Items from a data source
▼▼▼
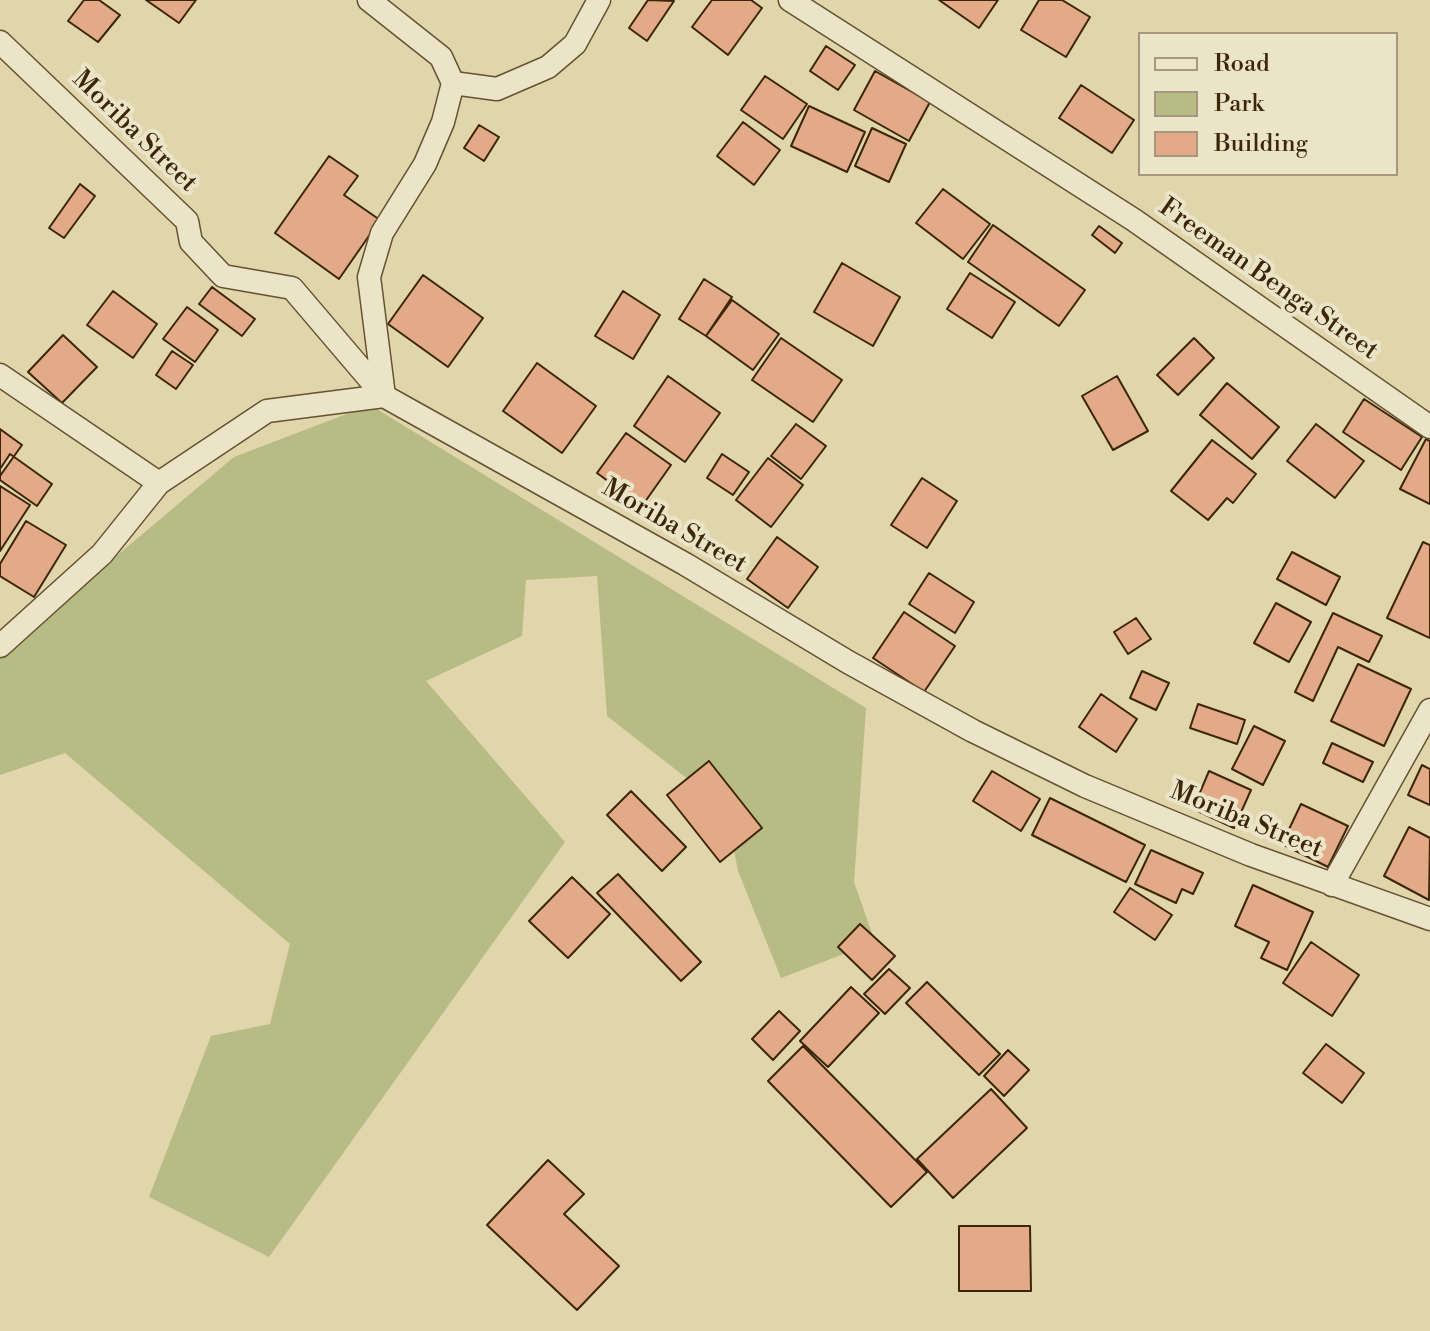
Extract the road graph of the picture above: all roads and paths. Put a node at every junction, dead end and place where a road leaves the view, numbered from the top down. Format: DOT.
graph roads {
  1 [pos="369,0"];
  2 [pos="599,0"];
  3 [pos="790,0"];
  4 [pos="0,42"];
  5 [pos="453,83"];
  6 [pos="0,375"];
  7 [pos="384,396"];
  8 [pos="1430,427"];
  9 [pos="159,483"];
  10 [pos="0,646"];
  11 [pos="1430,710"];
  12 [pos="1332,885"];
  13 [pos="1430,919"];
  1 -- 5 [label="street"];
  2 -- 5 [label="street"];
  3 -- 8 [label="street, Freeman Benga Street"];
  4 -- 7 [label="street, Moriba Street"];
  5 -- 7 [label="street"];
  6 -- 9 [label="street"];
  7 -- 9 [label="street"];
  7 -- 12 [label="street, Moriba Street"];
  9 -- 10 [label="street"];
  11 -- 12 [label="street"];
  12 -- 13 [label="street, Moriba Street"];
}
▲▲▲
[GOAL OF THE EXERCISE]: The answer must be an exact copy of the records above, with the pictures left out.

[ANSWER SPACE]:
Extract the road graph of the picture above: all roads and paths. Put a node at every junction, dead end and place where a road leaves the view, numbered from the top down. Format: DOT.
graph roads {
  1 [pos="369,0"];
  2 [pos="599,0"];
  3 [pos="790,0"];
  4 [pos="0,42"];
  5 [pos="453,83"];
  6 [pos="0,375"];
  7 [pos="384,396"];
  8 [pos="1430,427"];
  9 [pos="159,483"];
  10 [pos="0,646"];
  11 [pos="1430,710"];
  12 [pos="1332,885"];
  13 [pos="1430,919"];
  1 -- 5 [label="street"];
  2 -- 5 [label="street"];
  3 -- 8 [label="street, Freeman Benga Street"];
  4 -- 7 [label="street, Moriba Street"];
  5 -- 7 [label="street"];
  6 -- 9 [label="street"];
  7 -- 9 [label="street"];
  7 -- 12 [label="street, Moriba Street"];
  9 -- 10 [label="street"];
  11 -- 12 [label="street"];
  12 -- 13 [label="street, Moriba Street"];
}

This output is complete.